(Stored data)

BEGIN

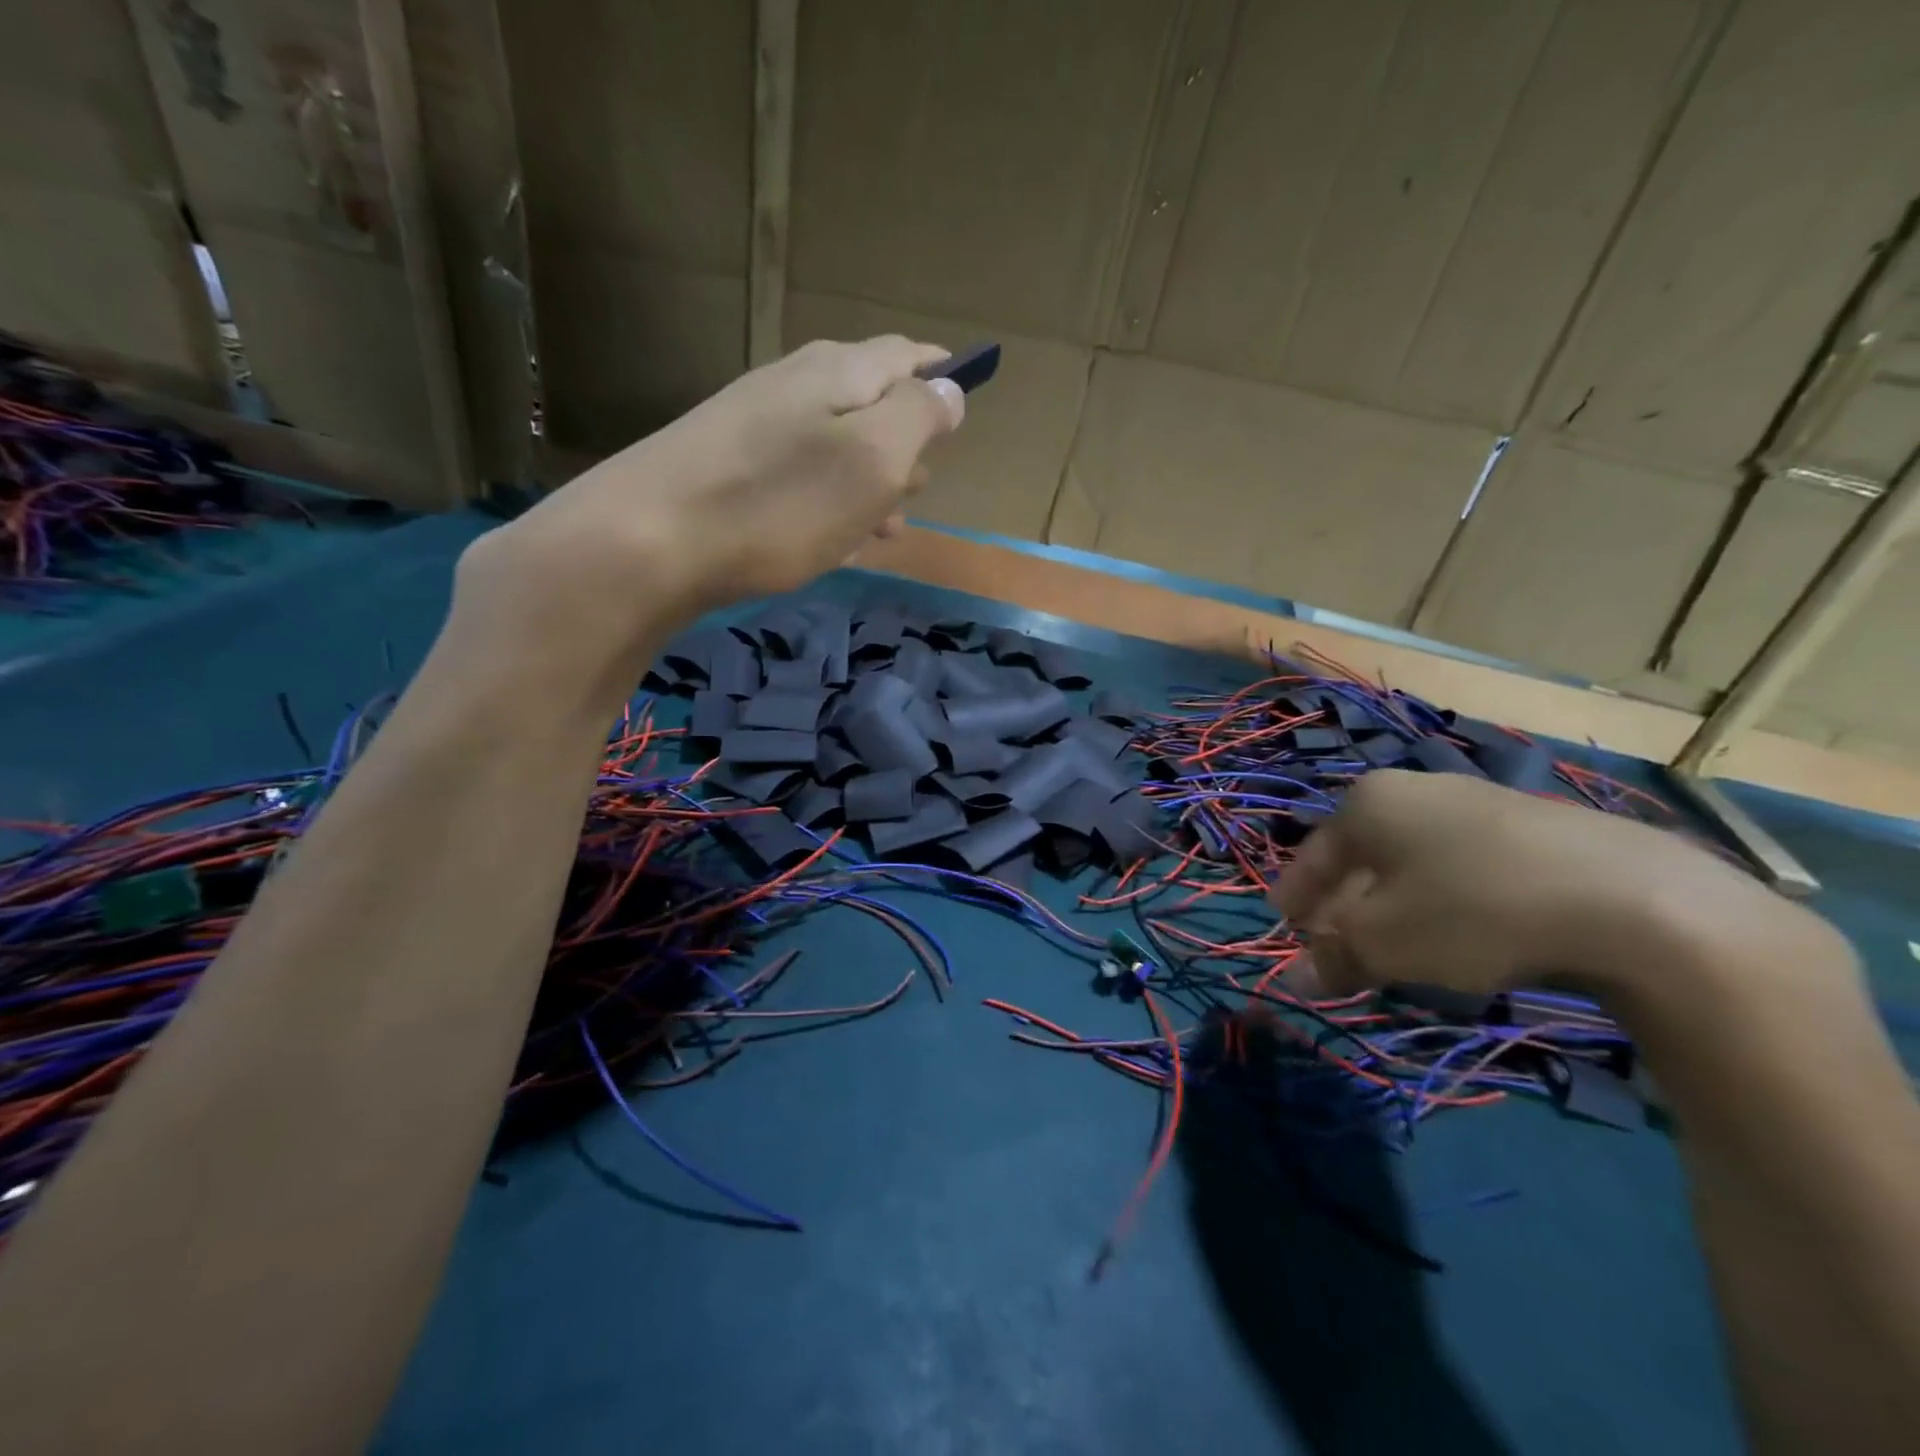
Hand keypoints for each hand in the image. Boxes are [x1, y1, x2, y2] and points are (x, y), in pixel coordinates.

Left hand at [446, 336, 963, 704]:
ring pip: (833, 447)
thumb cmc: (780, 502)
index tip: (966, 386)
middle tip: (927, 479)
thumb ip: (918, 418)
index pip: (904, 355)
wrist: (649, 542)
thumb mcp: (872, 460)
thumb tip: (949, 388)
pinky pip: (799, 477)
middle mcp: (794, 386)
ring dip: (868, 482)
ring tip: (891, 524)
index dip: (939, 371)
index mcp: (838, 373)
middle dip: (904, 439)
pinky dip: (829, 503)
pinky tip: (834, 539)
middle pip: (867, 401)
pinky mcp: (726, 469)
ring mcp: (753, 426)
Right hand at [1272, 769, 1838, 1010]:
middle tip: (1337, 948)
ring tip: (1397, 950)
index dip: (1296, 896)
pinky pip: (1467, 868)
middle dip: (1346, 905)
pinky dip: (1448, 901)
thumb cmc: (1471, 908)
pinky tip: (1464, 937)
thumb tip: (1292, 982)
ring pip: (1416, 863)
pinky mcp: (1539, 830)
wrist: (1633, 900)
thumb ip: (1333, 957)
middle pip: (1364, 857)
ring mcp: (1481, 805)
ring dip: (1396, 906)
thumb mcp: (1386, 943)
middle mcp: (1418, 791)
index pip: (1313, 855)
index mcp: (1369, 803)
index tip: (1285, 928)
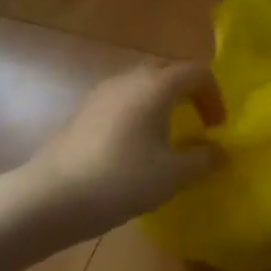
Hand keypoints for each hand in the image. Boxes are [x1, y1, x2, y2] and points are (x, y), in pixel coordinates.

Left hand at [21, 61, 223, 241]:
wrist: (51, 197)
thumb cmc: (121, 180)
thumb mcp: (173, 175)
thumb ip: (203, 159)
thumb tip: (220, 150)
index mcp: (155, 86)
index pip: (197, 72)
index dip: (215, 96)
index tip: (217, 128)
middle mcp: (128, 79)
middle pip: (169, 73)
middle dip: (189, 95)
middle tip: (199, 125)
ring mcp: (102, 93)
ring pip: (143, 86)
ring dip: (163, 104)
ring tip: (169, 137)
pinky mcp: (84, 112)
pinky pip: (123, 101)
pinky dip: (140, 114)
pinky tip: (137, 148)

END

_PROBLEM DESCRIPTION_. The records are to be returned verbatim. Skip any picture they contain.

_SOLUTION_.
Hand keypoints for each hand in the image. Boxes are [x1, y1, x2, y2] and points are (x, y), in pixel coordinates.

Left hand at [446, 336, 963, 704]:
ring pip: (833, 447)
thumb cmc: (780, 502)
index tip: (966, 386)
middle tip: (927, 479)
thumb ip: (918, 418)
index pip: (904, 355)
wrist: (649, 542)
thumb mcp: (872, 460)
thumb tip: (949, 388)
pinky pip: (799, 477)
middle mcp: (794, 386)
ring dip: (868, 482)
ring tip: (891, 524)
index dip: (939, 371)
index mcp: (838, 373)
middle dip: (904, 439)
pinky dip: (829, 503)
pinky tip: (834, 539)
middle pip: (867, 401)
pinky mcp: (726, 469)
ring mcp: (753, 426)
Right hand at [1272, 769, 1838, 1010]:
middle tip: (1337, 948)
ring tip: (1397, 950)
index dip: (1296, 896)
pinky pip: (1467, 868)
middle dip: (1346, 905)
pinky dip: (1448, 901)
thumb cmc: (1471, 908)
pinky tip: (1464, 937)
thumb tip: (1292, 982)
ring pip: (1416, 863)
pinky mcp: (1539, 830)
wrist: (1633, 900)
thumb ip: (1333, 957)
middle pip: (1364, 857)
ring mcp: (1481, 805)
ring dip: (1396, 906)
thumb mcp: (1386, 943)
middle mcp: (1418, 791)
index pip: (1313, 855)
index mcp: (1369, 803)
index tip: (1285, 928)
Hand keypoints for each hand in the image. Boxes are [x1, y1, x2, y2] and points are (x, y), in pixel coordinates.

Left hand at [21, 61, 223, 241]:
wrist: (51, 197)
thumb cmc: (121, 180)
thumb mcp: (173, 175)
thumb ip: (203, 159)
thumb tip: (220, 150)
index mcp: (155, 86)
index pip: (197, 72)
index dip: (215, 96)
index tip: (217, 128)
middle mcp: (128, 79)
middle pip: (169, 73)
middle dip: (189, 95)
middle tip: (199, 125)
ring mcp: (102, 93)
ring pip: (143, 86)
ring dip: (163, 104)
ring tip: (169, 137)
pinky mcp: (84, 112)
pinky pip: (123, 101)
pinky dip: (140, 114)
pinky tip: (137, 148)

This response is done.